ALEXA, WHO TOLD YOU THIS? EXAMINING HOW MEDIA PLATFORM AND SOURCE TAILORING AFFECT USERS’ PERCEPTIONS OF INFORMATION DELIVERED BY A VIRTUAL ASSISTANT

Restricted (Penn State Only)
Author:
Kim, Jinyoung
Graduate Program:
Mass Communications
Degree:
Doctor of Philosophy
Document Type:
Dissertation
Date of Defense:
June 11, 2018
Committee Members:
  • S. Shyam Sundar, Dissertation Advisor
  • S. Shyam Sundar, Committee Chair
  • Fuyuan Shen, Committee Member
  • Michael Grant Schmierbach, Committee Member
  • Mary Beth Rosson, Outside Member
Keywords:
  • Alexa
  • information credibility
  • source tailoring
  • customization
  • virtual assistant
  • media platform
Abstract:
When we evaluate the credibility of various online information, one of the most basic yet important questions that we ask is “What is the source of information?” This question has never been successfully answered by virtual assistants such as Amazon’s Alexa that we commonly use to obtain information. This dissertation examines how users’ credibility of Alexa’s information and their psychological reactions to the virtual assistant (i.e., attitudes and behavioral intentions toward Alexa) change as a function of source attribution made by Alexa. Specifically, the current dissertation empirically tests whether different types of media platform (online news vs. forum sites) and source tailoring (customization vs. personalization) influence how users perceive Alexa’s information and the virtual assistant by using a lab experiment (N=178). Results show that users perceive Alexa’s information as more credible when she reveals the source. When users receive Alexa’s information from news websites, they are likely to perceive gatekeepers of the news websites as experts in the fields (i.e., high source expertise) than those from forum websites.
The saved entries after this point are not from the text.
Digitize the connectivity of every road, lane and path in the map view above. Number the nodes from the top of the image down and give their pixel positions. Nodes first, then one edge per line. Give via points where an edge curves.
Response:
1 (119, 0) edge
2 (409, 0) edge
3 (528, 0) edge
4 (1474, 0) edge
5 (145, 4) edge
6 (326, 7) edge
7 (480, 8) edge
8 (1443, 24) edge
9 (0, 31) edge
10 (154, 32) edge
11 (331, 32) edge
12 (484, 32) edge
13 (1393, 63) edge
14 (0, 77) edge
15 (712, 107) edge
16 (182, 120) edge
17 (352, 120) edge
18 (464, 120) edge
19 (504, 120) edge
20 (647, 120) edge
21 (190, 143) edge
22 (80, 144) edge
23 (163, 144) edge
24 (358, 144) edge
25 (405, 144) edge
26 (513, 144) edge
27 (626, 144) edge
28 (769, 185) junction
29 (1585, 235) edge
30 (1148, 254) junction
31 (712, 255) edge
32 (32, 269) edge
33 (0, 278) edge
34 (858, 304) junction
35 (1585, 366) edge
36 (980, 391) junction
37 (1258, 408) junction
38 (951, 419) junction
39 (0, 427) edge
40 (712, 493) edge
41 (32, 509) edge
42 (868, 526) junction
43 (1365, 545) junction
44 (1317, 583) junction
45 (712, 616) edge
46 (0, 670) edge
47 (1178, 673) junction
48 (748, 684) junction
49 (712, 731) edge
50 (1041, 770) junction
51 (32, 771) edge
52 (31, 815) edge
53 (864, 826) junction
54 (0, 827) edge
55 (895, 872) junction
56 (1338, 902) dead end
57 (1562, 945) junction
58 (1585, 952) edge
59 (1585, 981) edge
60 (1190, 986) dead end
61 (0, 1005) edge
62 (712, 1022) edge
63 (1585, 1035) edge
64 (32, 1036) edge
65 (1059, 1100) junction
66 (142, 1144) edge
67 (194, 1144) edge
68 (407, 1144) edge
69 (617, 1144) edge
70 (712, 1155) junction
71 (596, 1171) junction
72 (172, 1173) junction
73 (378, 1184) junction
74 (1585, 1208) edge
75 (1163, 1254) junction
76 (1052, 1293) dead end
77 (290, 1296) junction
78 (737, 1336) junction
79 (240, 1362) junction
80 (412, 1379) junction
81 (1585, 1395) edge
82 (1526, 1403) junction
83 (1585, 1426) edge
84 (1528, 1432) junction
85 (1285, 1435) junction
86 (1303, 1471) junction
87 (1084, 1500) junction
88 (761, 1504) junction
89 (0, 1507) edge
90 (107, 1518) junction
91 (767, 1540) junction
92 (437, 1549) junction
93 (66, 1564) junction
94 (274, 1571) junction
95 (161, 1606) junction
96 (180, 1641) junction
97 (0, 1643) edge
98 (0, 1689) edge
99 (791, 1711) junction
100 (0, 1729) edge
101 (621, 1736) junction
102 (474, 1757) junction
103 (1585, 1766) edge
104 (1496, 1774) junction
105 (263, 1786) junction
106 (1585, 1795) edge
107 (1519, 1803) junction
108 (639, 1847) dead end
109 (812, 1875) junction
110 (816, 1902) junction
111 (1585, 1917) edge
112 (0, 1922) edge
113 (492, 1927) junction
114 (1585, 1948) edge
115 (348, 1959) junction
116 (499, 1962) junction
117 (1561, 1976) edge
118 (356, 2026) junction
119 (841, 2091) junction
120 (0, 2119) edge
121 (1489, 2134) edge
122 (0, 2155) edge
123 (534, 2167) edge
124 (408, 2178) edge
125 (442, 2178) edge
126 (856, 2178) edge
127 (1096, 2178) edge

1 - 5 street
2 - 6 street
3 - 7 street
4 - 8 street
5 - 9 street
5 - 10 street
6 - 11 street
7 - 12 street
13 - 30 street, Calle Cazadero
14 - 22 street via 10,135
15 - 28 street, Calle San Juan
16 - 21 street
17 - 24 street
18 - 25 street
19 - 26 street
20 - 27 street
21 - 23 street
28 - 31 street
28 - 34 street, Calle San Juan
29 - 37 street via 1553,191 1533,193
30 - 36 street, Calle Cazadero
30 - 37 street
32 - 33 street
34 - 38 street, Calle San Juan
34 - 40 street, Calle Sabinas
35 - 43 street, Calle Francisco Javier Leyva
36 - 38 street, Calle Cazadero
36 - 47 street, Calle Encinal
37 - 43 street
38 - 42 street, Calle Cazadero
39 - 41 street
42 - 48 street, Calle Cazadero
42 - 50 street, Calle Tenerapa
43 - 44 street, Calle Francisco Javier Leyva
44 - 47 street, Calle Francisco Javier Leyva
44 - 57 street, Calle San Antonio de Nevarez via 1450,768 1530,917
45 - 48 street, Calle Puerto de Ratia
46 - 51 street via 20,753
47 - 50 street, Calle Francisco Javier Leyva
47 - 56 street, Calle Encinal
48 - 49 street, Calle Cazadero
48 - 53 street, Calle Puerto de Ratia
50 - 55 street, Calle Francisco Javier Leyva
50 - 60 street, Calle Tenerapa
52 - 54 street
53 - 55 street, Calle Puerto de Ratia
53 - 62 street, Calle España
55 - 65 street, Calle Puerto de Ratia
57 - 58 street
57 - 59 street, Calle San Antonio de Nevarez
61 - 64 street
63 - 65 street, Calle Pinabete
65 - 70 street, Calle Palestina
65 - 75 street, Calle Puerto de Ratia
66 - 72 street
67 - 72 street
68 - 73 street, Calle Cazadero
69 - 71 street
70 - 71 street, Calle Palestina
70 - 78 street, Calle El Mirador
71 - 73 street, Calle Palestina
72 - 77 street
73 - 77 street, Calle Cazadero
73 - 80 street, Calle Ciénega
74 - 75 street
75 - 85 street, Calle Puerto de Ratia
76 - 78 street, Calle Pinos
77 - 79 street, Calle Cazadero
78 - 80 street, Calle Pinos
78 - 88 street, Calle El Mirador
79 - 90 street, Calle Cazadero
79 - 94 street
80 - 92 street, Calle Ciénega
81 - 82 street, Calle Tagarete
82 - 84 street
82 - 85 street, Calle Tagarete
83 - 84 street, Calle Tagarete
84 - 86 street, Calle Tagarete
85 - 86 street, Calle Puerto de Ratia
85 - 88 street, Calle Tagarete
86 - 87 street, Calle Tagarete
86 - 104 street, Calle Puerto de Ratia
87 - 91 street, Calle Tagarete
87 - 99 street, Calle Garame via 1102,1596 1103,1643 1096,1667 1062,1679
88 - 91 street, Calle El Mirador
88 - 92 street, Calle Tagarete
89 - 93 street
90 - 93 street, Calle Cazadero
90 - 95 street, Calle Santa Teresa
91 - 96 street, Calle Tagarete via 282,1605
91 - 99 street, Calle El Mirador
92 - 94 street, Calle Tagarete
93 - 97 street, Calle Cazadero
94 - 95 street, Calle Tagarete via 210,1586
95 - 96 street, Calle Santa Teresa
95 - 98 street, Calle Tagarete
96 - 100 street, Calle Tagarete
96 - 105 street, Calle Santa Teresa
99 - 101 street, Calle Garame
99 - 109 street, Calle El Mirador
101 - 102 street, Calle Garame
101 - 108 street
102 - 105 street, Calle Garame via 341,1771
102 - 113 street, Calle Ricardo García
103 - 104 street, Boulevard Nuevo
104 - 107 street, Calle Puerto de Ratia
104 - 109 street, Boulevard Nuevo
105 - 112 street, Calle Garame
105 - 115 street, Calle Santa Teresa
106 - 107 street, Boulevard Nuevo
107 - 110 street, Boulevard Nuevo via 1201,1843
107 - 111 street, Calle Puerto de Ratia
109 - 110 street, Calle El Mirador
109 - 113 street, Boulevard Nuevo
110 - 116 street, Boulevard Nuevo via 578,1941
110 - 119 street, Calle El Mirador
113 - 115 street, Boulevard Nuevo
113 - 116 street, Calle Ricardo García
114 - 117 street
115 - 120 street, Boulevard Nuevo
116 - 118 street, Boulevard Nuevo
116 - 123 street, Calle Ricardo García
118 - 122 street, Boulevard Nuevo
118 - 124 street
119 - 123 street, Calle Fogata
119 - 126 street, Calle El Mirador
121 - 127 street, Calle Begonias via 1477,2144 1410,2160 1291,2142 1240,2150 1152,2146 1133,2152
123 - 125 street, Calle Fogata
Such different psychological reactions to Alexa’s sources in turn affect their perceived credibility of Alexa’s information. Moreover, users who customize Alexa’s sources perceive greater user control over their interaction with Alexa, self-identity projected on to the Alexa’s online interface, and involvement in Alexa’s information, compared to those who receive a personalized list of Alexa’s sources or those who do not experience any kind of source tailoring. These are in turn positively associated with their attitudes, behavioral intentions toward, and trust in Alexa. The key findings of this dissertation hold theoretical implications for research on source orientation in human-computer interaction, information credibility, and user psychology, as well as practical implications for product designers and researchers.